• _Exercise aim_:
What you give back should match the entries below character for character.

• _Source material_:

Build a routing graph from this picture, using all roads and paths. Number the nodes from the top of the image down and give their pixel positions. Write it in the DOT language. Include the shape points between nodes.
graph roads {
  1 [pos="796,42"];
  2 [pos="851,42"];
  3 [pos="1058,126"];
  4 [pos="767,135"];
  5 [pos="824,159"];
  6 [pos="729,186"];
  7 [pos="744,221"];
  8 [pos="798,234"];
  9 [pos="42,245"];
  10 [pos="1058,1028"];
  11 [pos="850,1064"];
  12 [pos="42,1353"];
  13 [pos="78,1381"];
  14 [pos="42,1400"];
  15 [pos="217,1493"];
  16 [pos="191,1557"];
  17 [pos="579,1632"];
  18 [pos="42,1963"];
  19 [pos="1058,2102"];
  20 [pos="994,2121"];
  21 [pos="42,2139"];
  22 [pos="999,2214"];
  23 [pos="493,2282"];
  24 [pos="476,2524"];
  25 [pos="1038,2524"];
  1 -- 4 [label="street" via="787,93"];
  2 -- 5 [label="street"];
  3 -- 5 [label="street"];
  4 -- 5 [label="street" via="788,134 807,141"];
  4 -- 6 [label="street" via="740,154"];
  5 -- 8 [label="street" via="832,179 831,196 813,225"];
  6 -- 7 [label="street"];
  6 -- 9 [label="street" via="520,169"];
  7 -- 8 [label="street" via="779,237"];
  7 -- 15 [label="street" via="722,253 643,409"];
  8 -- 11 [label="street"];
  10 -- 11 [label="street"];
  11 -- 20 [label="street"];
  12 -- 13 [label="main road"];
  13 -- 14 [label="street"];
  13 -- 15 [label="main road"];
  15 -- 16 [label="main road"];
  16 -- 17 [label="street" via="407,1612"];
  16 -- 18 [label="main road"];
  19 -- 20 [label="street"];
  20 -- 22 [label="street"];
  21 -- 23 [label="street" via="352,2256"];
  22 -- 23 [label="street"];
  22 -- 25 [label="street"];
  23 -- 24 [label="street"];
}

• _Response below_:
Build a routing graph from this picture, using all roads and paths. Number the nodes from the top of the image down and give their pixel positions. Write it in the DOT language. Include the shape points between nodes.
graph roads {
  1 [pos="796,42"];
  2 [pos="851,42"];
  3 [pos="1058,126"];
  4 [pos="767,135"];
  5 [pos="824,159"];
  6 [pos="729,186"];
  7 [pos="744,221"];
  8 [pos="798,234"];
  9 [pos="42,245"];
  10 [pos="1058,1028"];
  11 [pos="850,1064"];
  12 [pos="42,1353"];
  13 [pos="78,1381"];
  14 [pos="42,1400"];
  15 [pos="217,1493"];
  16 [pos="191,1557"];
  17 [pos="579,1632"];
  18 [pos="42,1963"];
  19 [pos="1058,2102"];
  20 [pos="994,2121"];
  21 [pos="42,2139"];
  22 [pos="999,2214"];
  23 [pos="493,2282"];
  24 [pos="476,2524"];
  25 [pos="1038,2524"];
  1 -- 4 [label="street" via="787,93"];
  2 -- 5 [label="street"];
  3 -- 5 [label="street"];
  4 -- 5 [label="street" via="788,134 807,141"];
  4 -- 6 [label="street" via="740,154"];
  5 -- 8 [label="street" via="832,179 831,196 813,225"];
  6 -- 7 [label="street"];
  6 -- 9 [label="street" via="520,169"];
  7 -- 8 [label="street" via="779,237"];
  7 -- 15 [label="street" via="722,253 643,409"];
  8 -- 11 [label="street"];
  10 -- 11 [label="street"];
  11 -- 20 [label="street"];
  12 -- 13 [label="main road"];
  13 -- 14 [label="street"];
  13 -- 15 [label="main road"];
  15 -- 16 [label="main road"];
  16 -- 17 [label="street" via="407,1612"];
  16 -- 18 [label="main road"];
  19 -- 20 [label="street"];
  20 -- 22 [label="street"];
  21 -- 23 [label="street" via="352,2256"];
  22 -- 23 [label="street"];
  22 -- 25 [label="street"];
  23 -- 24 [label="street"];
}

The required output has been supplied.